__Exercise__:
If a line of the records contains the string "than", copy it out.

Records below:

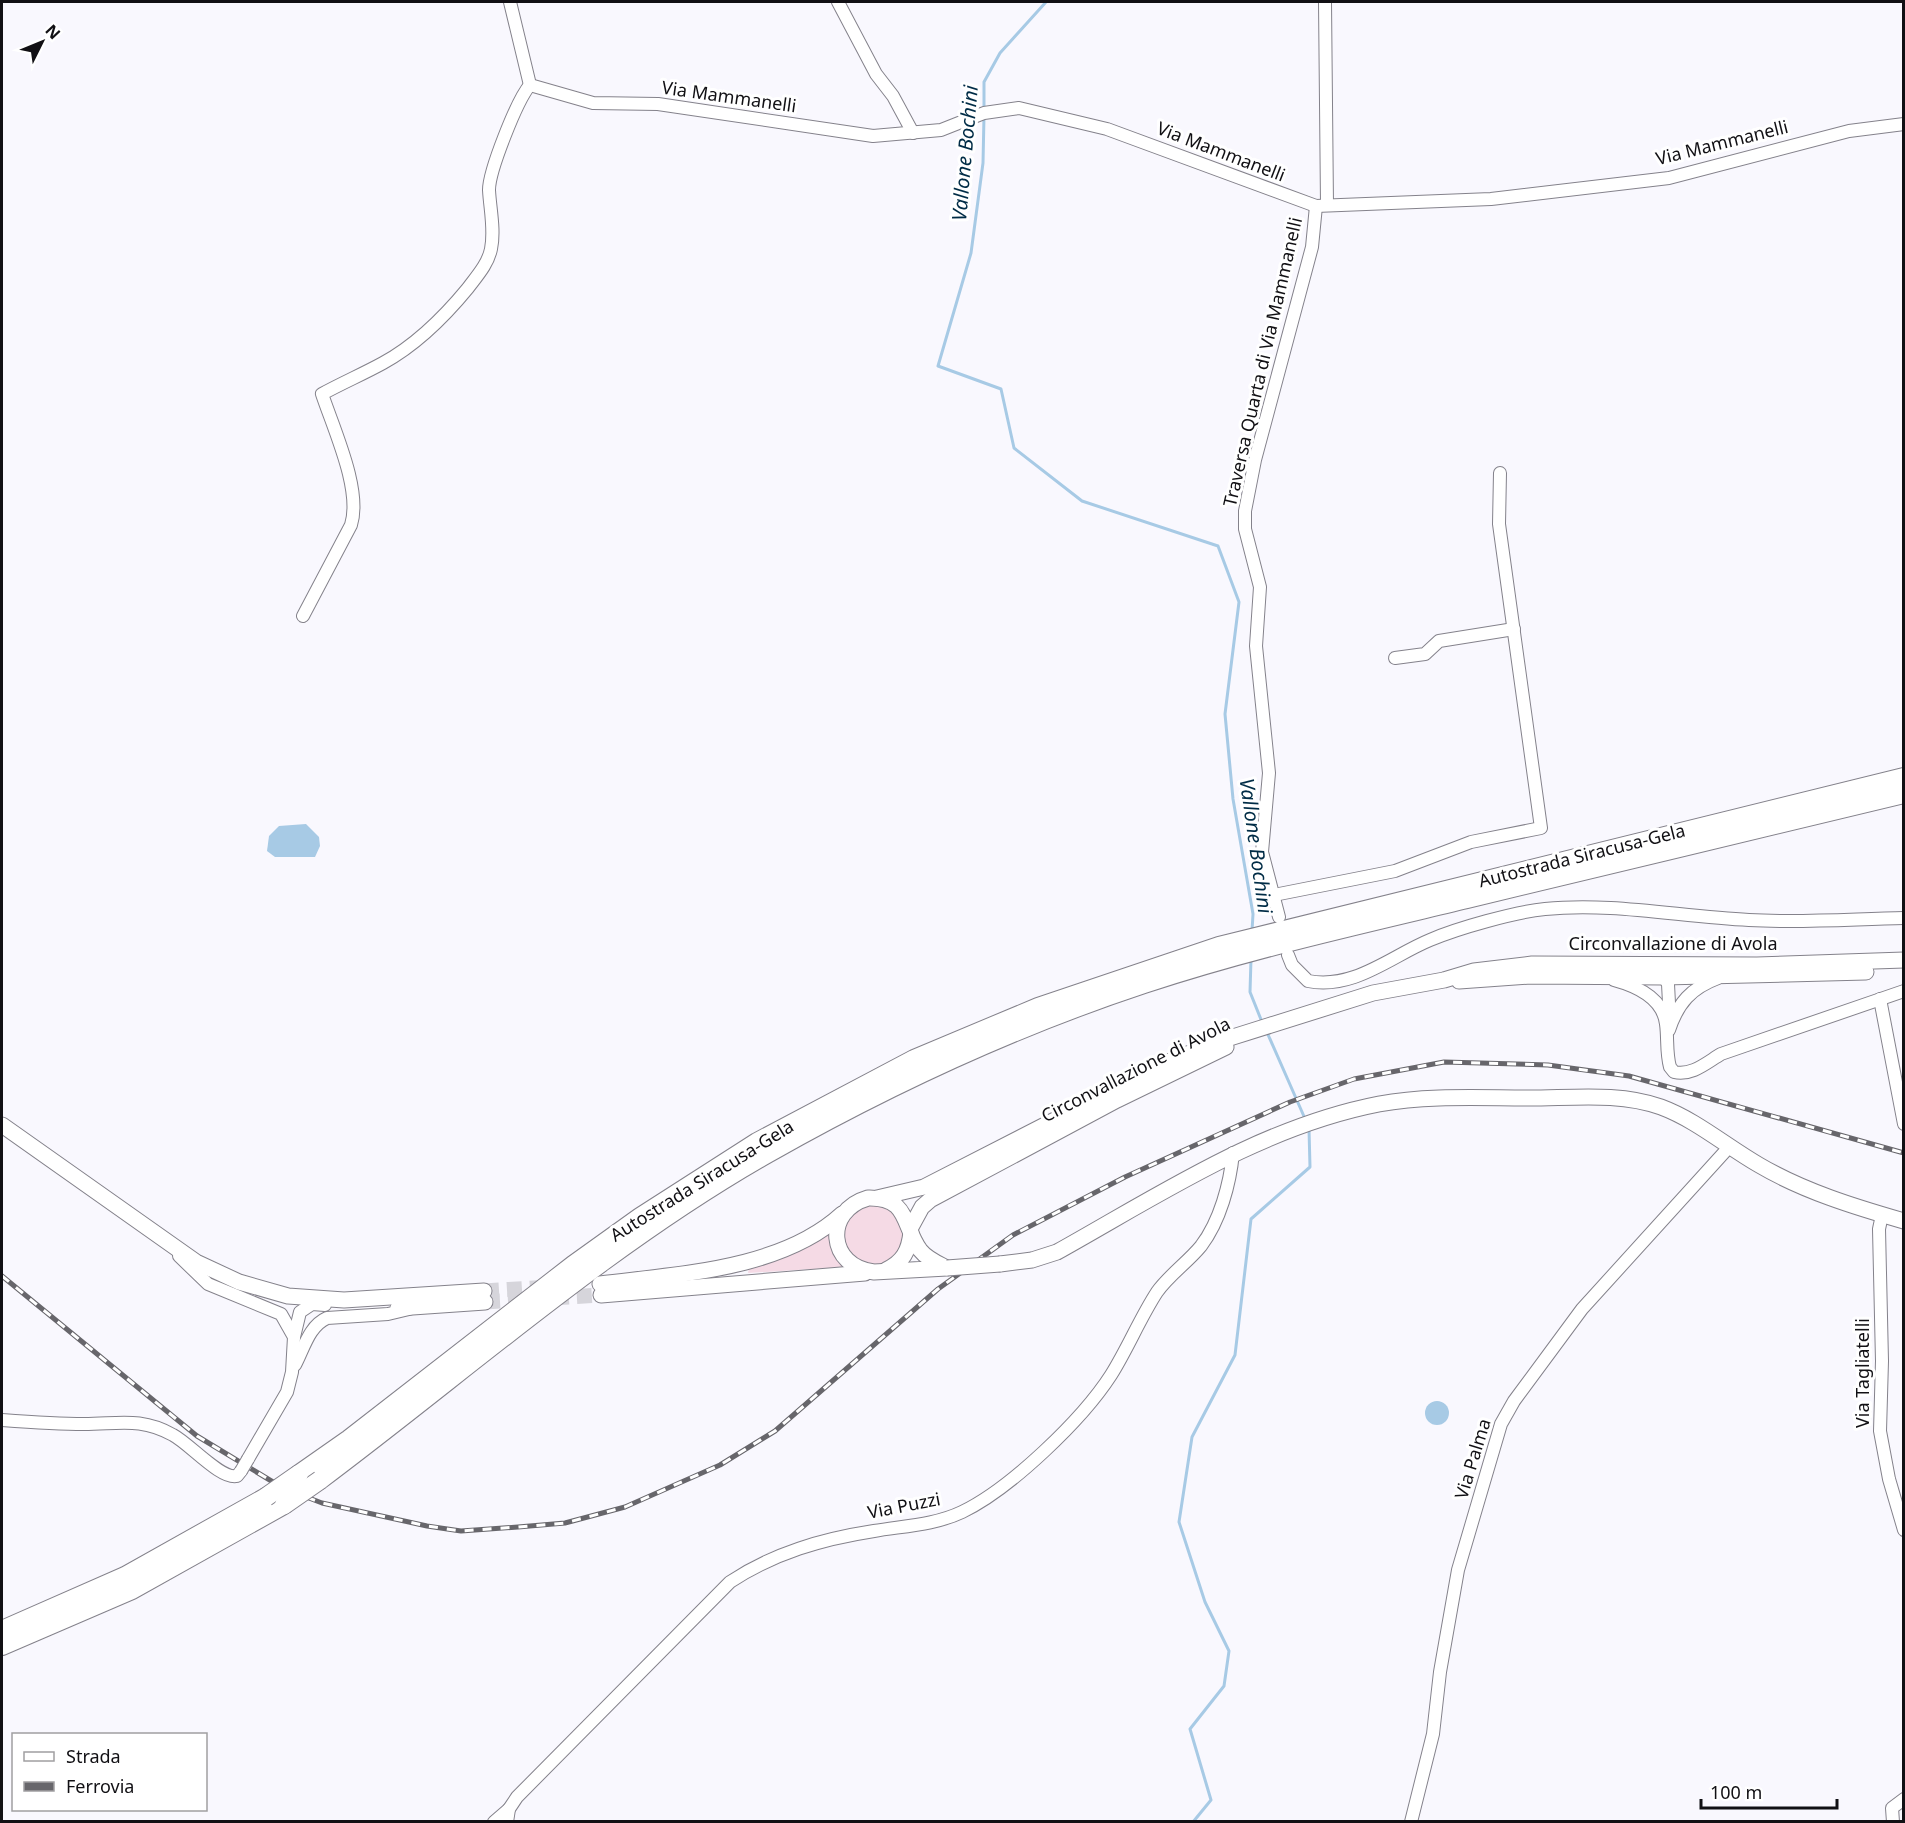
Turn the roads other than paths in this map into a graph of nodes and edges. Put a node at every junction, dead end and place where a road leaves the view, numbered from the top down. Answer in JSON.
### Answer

End of Records.
Records below:

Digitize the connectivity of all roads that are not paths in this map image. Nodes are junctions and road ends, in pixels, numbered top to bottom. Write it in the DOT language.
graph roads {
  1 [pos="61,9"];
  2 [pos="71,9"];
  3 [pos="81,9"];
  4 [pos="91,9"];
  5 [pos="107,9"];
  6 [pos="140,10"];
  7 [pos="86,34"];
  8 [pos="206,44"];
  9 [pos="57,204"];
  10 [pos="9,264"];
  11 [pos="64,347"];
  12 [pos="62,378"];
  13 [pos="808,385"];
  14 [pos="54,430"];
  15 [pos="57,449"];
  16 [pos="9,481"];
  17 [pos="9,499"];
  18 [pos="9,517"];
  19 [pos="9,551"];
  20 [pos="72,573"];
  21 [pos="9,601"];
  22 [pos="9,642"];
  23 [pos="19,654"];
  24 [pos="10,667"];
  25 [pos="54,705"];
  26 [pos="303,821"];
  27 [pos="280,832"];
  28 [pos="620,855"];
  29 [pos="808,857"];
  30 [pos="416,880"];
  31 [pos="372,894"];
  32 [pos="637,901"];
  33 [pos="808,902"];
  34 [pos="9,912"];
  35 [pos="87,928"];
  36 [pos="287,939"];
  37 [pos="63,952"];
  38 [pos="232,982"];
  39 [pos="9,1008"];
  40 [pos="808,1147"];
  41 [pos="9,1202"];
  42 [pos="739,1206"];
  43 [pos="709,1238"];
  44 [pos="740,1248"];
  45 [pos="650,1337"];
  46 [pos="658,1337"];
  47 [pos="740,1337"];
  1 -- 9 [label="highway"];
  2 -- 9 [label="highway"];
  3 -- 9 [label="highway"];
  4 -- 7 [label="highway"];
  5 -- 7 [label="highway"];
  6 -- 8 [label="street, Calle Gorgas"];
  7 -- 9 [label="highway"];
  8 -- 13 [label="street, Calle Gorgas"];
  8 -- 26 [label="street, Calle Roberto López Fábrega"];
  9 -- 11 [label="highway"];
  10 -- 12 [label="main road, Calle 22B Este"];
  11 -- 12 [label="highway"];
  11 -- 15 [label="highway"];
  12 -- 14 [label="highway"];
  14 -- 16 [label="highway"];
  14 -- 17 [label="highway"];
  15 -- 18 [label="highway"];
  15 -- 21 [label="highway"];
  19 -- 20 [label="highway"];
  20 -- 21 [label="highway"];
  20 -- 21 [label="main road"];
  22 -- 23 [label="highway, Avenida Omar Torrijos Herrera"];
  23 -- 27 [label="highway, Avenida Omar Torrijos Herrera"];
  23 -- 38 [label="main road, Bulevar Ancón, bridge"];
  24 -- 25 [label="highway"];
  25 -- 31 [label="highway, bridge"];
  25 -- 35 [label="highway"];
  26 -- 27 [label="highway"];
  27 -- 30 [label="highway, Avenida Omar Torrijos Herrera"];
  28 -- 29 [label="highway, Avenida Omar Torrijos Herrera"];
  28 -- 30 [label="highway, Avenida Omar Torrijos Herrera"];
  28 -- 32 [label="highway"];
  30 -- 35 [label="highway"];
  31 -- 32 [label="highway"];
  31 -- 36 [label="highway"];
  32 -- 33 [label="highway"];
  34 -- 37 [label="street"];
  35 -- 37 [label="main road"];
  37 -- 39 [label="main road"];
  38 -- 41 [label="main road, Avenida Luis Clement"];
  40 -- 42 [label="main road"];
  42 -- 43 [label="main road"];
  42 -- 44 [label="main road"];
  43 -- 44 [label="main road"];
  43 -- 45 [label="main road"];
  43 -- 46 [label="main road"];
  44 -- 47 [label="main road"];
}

End of Records.
Records below:

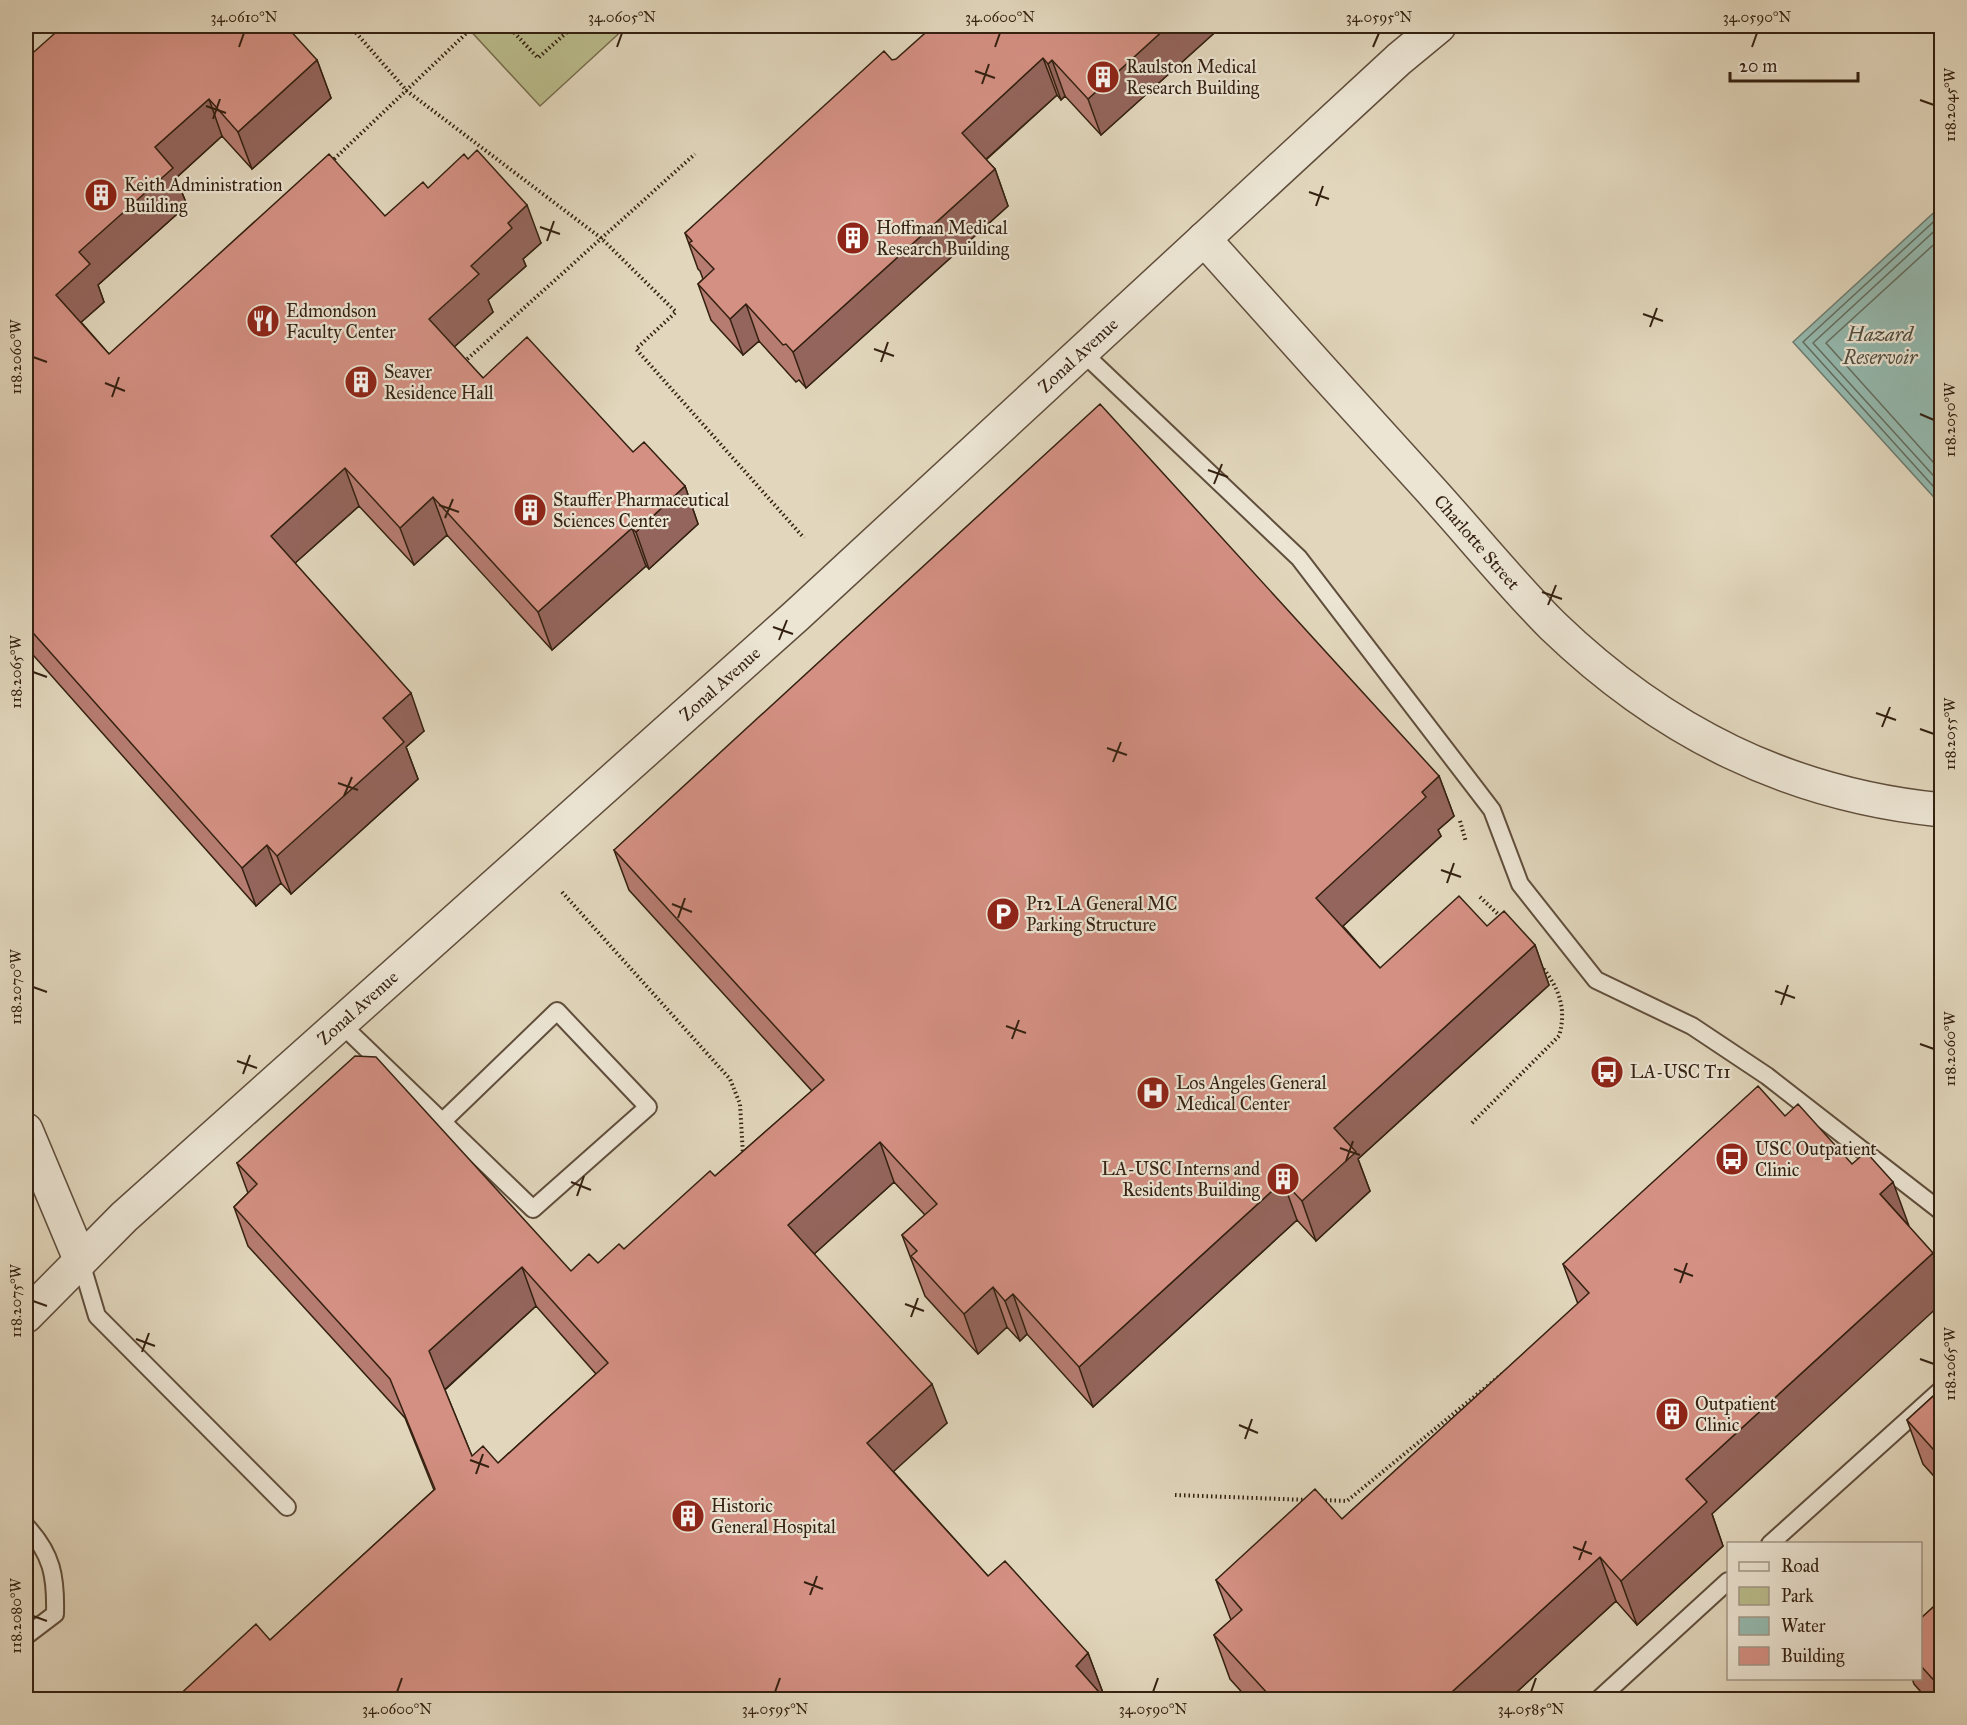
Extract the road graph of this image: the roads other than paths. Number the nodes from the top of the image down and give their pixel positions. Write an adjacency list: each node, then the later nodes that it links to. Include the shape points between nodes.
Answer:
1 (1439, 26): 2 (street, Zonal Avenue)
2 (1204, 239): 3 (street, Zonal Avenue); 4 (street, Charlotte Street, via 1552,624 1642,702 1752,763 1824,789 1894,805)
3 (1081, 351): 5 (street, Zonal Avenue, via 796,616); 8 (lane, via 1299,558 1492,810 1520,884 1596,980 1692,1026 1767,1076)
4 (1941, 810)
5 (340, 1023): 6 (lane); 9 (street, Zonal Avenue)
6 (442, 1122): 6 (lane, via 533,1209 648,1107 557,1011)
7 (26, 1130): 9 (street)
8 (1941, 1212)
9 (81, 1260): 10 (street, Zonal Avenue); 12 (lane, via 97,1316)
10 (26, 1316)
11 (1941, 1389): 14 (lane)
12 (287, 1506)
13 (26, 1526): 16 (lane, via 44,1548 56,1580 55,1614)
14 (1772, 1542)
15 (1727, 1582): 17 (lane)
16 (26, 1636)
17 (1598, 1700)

End of Records.

__Answer__:
Turn the roads other than paths in this map into a graph of nodes and edges. Put a node at every junction, dead end and place where a road leaves the view, numbered from the top down. Answer in JSON.
Extract the road graph of this image: the roads other than paths. Number the nodes from the top of the image down and give their pixel positions. Write an adjacency list: each node, then the later nodes that it links to. Include the shape points between nodes.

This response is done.